Records contained in a dataset:
Segment Open
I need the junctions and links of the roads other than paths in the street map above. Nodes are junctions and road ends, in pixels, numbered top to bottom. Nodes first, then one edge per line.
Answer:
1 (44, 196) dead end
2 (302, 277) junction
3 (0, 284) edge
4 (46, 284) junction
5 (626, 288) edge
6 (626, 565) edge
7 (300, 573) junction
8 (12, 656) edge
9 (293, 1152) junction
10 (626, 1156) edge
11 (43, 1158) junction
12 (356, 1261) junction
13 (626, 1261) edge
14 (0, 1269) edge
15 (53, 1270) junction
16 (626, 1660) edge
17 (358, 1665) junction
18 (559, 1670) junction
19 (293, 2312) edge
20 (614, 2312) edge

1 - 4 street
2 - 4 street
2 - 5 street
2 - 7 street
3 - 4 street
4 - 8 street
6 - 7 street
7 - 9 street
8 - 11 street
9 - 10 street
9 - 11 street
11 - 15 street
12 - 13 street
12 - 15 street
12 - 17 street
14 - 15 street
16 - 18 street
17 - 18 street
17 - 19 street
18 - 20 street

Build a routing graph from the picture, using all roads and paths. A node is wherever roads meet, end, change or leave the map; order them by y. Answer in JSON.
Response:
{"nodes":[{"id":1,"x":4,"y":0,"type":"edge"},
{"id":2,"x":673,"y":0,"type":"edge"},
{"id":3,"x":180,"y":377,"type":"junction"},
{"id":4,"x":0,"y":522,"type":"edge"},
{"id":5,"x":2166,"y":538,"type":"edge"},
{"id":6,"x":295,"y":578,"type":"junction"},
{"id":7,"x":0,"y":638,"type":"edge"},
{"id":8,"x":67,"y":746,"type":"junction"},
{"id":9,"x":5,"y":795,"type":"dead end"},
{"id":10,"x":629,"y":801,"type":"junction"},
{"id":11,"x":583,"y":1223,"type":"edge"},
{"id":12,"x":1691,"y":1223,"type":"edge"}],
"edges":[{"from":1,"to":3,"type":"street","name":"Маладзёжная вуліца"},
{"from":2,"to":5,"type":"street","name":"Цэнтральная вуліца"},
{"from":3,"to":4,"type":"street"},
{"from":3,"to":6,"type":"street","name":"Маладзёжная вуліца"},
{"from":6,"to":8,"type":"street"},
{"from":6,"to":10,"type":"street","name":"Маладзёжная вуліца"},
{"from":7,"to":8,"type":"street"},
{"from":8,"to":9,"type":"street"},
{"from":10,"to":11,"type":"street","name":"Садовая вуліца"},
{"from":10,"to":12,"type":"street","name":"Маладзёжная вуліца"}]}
Segment Closed
**EXERCISE PROMPT**:
Each entry above must be retyped exactly.

**OUTPUT FOR THIS EXERCISE**:
I need the junctions and links of the roads other than paths in the street map above. Nodes are junctions and road ends, in pixels, numbered top to bottom. Nodes first, then one edge per line.
Answer:
1 (44, 196) dead end
2 (302, 277) junction
3 (0, 284) edge
4 (46, 284) junction
5 (626, 288) edge
6 (626, 565) edge
7 (300, 573) junction
8 (12, 656) edge
9 (293, 1152) junction
10 (626, 1156) edge
11 (43, 1158) junction
12 (356, 1261) junction
13 (626, 1261) edge
14 (0, 1269) edge
15 (53, 1270) junction
16 (626, 1660) edge
17 (358, 1665) junction
18 (559, 1670) junction
19 (293, 2312) edge
20 (614, 2312) edge

1 - 4 street
2 - 4 street
2 - 5 street
2 - 7 street
3 - 4 street
4 - 8 street
6 - 7 street
7 - 9 street
8 - 11 street
9 - 10 street
9 - 11 street
11 - 15 street
12 - 13 street
12 - 15 street
12 - 17 street
14 - 15 street
16 - 18 street
17 - 18 street
17 - 19 street
18 - 20 street

Build a routing graph from the picture, using all roads and paths. A node is wherever roads meet, end, change or leave the map; order them by y. Answer in JSON.
Response:
{"nodes":[{"id":1,"x":4,"y":0,"type":"edge"},
{"id":2,"x":673,"y":0,"type":"edge"},
{"id":3,"x":180,"y":377,"type":"junction"},
{"id":4,"x":0,"y":522,"type":"edge"},
{"id":5,"x":2166,"y":538,"type":"edge"},
{"id":6,"x":295,"y":578,"type":"junction"},
{"id":7,"x":0,"y":638,"type":"edge"},
{"id":8,"x":67,"y":746,"type":"junction"},
{"id":9,"x":5,"y":795,"type":"dead end"},
{"id":10,"x":629,"y":801,"type":"junction"},
{"id":11,"x":583,"y":1223,"type":"edge"},
{"id":12,"x":1691,"y":1223,"type":"edge"}],
"edges":[{"from":1,"to":3,"type":"street","name":"Маладзёжная вуліца"},
{"from":2,"to":5,"type":"street","name":"Цэнтральная вуліца"},
{"from":3,"to":4,"type":"street"},
{"from":3,"to":6,"type":"street","name":"Маладзёжная вуліца"},
{"from":6,"to":8,"type":"street"},
{"from":6,"to":10,"type":"street","name":"Маладзёжная вуліца"},
{"from":7,"to":8,"type":"street"},
{"from":8,"to":9,"type":"street"},
{"from":10,"to":11,"type":"street","name":"Садовая вуліца"},
{"from":10,"to":12,"type":"street","name":"Маладзёжная вуліца"}]}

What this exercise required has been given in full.